--- Data to use ---
=== Section Start ===

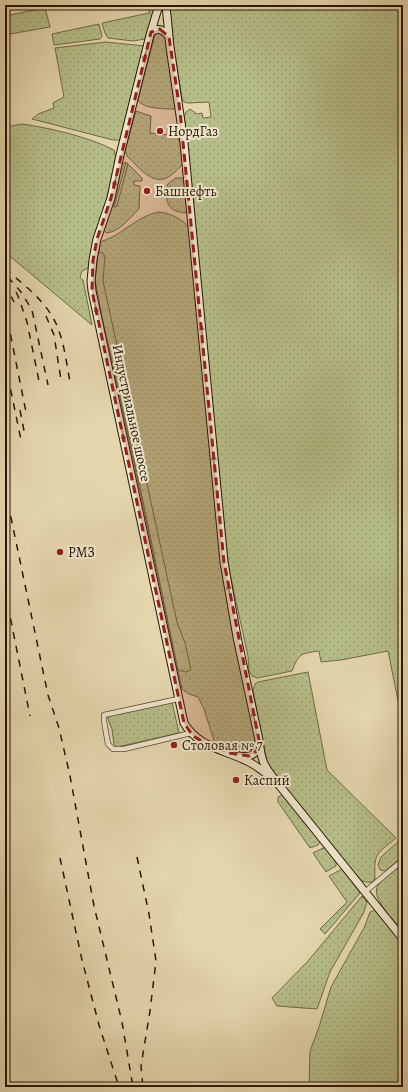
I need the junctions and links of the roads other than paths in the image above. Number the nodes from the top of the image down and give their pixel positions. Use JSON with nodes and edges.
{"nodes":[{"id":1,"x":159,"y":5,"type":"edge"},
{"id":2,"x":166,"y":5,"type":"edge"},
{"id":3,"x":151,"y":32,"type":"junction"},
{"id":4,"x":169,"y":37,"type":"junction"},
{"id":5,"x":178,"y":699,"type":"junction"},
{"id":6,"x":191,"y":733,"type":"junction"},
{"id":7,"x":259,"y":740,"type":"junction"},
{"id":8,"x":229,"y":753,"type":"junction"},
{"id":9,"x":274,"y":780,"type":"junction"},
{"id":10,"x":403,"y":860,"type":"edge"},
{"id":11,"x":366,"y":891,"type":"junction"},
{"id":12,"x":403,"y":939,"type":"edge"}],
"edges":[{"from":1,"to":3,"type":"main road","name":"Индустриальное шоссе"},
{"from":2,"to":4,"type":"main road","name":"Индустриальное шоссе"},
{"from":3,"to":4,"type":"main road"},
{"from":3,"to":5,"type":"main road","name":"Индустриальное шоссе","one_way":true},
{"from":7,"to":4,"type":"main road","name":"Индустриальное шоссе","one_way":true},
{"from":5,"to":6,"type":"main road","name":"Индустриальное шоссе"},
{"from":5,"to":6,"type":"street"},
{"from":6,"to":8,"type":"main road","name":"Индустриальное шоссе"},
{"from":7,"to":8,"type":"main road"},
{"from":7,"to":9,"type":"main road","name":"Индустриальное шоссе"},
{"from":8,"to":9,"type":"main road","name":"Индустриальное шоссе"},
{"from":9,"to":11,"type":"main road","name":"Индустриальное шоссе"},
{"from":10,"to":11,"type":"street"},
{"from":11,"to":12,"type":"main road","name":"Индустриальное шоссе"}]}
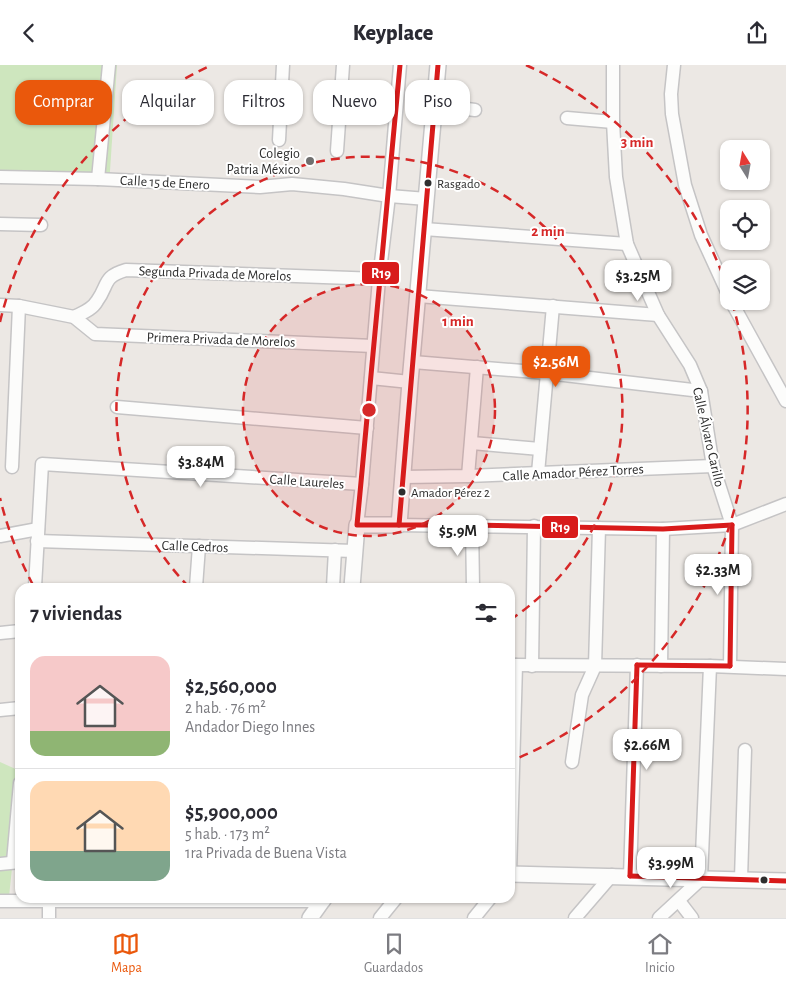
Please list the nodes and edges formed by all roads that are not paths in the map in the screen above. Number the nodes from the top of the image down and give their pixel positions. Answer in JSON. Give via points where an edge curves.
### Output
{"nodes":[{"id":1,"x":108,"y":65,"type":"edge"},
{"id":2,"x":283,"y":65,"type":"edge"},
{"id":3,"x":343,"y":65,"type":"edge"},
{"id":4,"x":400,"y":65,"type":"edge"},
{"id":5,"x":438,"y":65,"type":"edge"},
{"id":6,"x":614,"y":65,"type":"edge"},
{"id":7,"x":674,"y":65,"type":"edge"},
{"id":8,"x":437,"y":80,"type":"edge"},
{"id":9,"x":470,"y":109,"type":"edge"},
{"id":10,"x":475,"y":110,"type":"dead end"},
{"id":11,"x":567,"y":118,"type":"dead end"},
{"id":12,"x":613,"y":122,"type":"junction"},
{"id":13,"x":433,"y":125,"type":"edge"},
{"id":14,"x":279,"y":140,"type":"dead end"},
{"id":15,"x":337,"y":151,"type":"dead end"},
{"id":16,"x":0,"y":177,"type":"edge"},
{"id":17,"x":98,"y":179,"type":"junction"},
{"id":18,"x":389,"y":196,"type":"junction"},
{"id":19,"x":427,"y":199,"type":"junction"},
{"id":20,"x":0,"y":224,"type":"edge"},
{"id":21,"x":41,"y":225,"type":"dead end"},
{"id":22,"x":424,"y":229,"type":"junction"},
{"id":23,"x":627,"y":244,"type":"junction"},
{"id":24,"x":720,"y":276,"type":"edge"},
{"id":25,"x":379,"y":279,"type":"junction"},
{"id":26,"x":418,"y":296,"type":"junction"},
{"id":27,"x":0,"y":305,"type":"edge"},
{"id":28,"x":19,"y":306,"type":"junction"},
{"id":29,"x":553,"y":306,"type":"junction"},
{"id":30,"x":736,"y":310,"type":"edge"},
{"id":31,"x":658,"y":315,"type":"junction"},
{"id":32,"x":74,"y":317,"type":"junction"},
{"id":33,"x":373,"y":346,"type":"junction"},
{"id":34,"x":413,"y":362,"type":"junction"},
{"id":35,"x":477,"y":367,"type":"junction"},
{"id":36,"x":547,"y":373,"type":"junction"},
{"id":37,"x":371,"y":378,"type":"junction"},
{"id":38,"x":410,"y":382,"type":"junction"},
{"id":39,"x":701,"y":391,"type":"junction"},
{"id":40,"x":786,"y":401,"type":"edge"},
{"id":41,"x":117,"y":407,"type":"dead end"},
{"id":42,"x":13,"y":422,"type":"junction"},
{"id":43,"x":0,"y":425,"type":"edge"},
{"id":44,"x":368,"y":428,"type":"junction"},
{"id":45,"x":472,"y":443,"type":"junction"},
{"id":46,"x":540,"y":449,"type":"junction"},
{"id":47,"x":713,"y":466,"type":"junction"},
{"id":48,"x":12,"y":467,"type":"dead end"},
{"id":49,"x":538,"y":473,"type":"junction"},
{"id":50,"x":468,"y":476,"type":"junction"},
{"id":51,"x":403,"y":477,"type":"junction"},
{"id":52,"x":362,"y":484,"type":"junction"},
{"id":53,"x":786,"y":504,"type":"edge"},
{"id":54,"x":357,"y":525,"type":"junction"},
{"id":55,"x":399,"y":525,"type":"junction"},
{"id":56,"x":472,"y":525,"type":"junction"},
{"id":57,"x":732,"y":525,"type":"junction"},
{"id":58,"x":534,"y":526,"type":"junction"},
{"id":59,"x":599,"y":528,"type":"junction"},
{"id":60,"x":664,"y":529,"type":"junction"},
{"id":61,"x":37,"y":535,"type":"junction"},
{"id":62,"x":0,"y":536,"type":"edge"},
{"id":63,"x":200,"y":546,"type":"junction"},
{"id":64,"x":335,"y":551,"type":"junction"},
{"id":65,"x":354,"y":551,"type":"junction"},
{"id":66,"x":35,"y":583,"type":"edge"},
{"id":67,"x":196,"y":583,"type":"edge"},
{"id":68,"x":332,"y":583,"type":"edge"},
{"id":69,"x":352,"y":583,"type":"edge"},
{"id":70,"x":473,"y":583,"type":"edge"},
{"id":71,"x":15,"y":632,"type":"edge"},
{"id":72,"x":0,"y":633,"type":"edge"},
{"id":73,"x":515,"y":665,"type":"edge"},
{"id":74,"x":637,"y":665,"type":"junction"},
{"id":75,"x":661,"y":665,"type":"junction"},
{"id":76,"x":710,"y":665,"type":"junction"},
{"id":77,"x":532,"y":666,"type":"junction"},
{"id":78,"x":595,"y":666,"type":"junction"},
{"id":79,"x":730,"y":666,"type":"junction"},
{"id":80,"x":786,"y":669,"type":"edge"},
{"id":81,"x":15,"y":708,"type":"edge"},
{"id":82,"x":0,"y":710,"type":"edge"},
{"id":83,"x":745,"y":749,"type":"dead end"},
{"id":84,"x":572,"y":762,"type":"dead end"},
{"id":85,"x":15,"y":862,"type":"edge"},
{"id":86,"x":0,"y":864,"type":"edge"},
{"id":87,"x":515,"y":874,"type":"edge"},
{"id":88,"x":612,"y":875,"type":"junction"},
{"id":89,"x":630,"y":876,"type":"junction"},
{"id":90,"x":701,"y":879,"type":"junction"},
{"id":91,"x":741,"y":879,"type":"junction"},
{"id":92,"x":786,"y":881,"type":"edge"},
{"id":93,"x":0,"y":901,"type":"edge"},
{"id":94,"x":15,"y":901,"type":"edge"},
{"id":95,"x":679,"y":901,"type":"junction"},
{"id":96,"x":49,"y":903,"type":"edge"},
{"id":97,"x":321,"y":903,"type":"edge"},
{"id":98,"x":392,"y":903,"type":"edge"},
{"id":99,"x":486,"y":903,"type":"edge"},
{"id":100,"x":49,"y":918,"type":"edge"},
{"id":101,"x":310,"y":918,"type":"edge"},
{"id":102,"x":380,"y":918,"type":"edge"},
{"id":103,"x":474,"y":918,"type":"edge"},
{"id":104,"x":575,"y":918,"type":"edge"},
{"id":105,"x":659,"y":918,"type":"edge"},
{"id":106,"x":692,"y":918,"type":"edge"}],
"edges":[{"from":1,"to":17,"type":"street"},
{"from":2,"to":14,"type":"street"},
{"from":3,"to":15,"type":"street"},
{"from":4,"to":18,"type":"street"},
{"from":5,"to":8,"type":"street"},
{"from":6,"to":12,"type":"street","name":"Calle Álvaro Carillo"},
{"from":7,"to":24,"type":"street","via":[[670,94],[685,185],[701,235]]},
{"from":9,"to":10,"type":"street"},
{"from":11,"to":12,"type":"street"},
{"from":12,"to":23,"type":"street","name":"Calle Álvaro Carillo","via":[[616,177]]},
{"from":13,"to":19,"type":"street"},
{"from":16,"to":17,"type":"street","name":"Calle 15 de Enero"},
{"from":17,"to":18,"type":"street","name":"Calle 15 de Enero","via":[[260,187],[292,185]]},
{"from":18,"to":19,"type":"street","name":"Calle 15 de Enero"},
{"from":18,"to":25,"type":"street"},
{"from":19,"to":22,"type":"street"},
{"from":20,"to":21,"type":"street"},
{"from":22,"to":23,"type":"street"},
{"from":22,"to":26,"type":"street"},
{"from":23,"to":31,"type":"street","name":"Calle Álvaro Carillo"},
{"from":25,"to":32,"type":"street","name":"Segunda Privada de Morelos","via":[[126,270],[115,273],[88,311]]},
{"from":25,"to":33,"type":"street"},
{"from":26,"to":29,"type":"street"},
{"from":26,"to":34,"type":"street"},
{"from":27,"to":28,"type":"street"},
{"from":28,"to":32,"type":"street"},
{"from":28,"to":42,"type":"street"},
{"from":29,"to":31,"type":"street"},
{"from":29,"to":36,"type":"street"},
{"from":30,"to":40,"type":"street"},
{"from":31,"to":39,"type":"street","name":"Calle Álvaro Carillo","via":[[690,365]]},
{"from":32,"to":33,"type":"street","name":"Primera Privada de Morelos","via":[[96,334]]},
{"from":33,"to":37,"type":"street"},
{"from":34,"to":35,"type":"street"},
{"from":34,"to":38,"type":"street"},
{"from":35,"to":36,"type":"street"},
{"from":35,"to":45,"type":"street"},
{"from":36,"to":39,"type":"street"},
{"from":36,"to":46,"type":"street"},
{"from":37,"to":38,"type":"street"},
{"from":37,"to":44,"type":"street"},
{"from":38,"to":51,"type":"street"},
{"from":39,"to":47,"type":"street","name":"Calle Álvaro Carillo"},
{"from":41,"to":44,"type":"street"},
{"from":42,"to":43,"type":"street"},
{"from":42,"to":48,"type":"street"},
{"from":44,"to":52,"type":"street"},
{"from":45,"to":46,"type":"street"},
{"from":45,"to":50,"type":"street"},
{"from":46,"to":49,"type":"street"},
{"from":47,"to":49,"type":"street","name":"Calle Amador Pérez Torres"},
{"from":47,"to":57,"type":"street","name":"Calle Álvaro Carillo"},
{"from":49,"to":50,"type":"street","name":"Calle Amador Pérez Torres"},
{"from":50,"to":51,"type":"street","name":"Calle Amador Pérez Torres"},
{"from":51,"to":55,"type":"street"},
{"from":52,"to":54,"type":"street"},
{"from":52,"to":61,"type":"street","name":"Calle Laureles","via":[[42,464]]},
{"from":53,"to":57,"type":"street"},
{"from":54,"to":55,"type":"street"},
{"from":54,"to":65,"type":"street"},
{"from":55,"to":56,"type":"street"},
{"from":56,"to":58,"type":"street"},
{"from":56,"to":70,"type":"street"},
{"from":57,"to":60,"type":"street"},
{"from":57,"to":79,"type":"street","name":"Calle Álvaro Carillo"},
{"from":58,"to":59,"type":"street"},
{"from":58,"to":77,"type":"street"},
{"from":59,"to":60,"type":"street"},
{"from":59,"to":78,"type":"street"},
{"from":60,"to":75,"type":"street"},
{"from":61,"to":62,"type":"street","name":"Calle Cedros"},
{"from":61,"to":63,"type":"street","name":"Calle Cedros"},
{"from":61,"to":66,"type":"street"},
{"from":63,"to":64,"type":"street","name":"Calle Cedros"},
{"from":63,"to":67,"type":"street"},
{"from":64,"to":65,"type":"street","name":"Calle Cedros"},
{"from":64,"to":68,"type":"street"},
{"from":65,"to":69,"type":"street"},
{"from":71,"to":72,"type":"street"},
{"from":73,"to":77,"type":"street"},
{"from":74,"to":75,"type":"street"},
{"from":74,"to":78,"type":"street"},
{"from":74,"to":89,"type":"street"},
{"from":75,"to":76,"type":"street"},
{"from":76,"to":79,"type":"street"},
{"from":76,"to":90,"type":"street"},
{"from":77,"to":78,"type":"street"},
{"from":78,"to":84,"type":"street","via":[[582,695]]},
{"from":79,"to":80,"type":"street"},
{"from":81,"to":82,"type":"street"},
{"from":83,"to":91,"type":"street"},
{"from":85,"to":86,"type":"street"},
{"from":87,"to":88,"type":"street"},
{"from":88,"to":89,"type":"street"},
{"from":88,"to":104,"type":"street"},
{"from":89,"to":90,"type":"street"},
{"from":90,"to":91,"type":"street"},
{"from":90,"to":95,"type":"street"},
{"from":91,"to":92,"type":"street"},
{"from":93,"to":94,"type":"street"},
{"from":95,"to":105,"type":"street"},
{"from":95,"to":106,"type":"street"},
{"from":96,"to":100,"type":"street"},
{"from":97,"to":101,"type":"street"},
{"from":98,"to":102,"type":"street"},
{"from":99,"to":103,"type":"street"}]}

=== Section End ===
=== Section Start ===

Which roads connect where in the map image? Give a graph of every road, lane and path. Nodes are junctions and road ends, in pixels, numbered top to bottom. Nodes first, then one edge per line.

=== Section End ===

--- What you should do ---
Please copy out each line in the entries that mentions the string "where".

--- Answer section ---
Please list the nodes and edges formed by all roads that are not paths in the map in the screen above. Number the nodes from the top of the image down and give their pixel positions. Answer in JSON. Give via points where an edge curves.
Which roads connect where in the map image? Give a graph of every road, lane and path. Nodes are junctions and road ends, in pixels, numbered top to bottom. Nodes first, then one edge per line.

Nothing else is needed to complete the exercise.